EXERCISE REQUIREMENTS:
Would you give the listing again exactly, without its images?

SOURCE DATA:
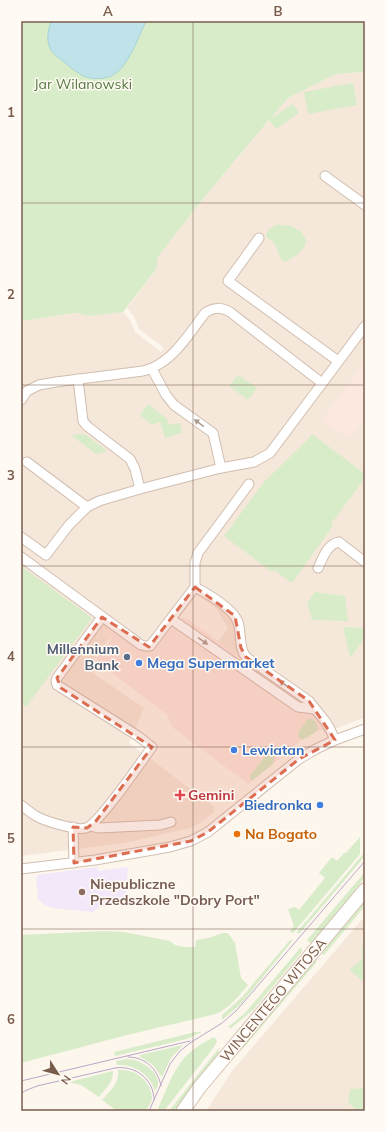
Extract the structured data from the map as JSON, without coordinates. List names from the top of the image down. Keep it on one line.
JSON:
{"streets":{"street":["WINCENTEGO WITOSA"]},"parks":["Jar Wilanowski"],"places":{"other":["Millennium Bank","Mega Supermarket","Lewiatan","Biedronka","Na Bogato","Niepubliczne Przedszkole \"Dobry Port\""],"health":["Gemini"]},"north":"bottom right","grid":{"columns":["A","B"],"rows":["1","2","3","4","5","6"]}}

RESULT:
Extract the structured data from the map as JSON, without coordinates. List names from the top of the image down. Keep it on one line.
JSON:
{"streets":{"street":["WINCENTEGO WITOSA"]},"parks":["Jar Wilanowski"],"places":{"other":["Millennium Bank","Mega Supermarket","Lewiatan","Biedronka","Na Bogato","Niepubliczne Przedszkole \"Dobry Port\""],"health":["Gemini"]},"north":"bottom right","grid":{"columns":["A","B"],"rows":["1","2","3","4","5","6"]}}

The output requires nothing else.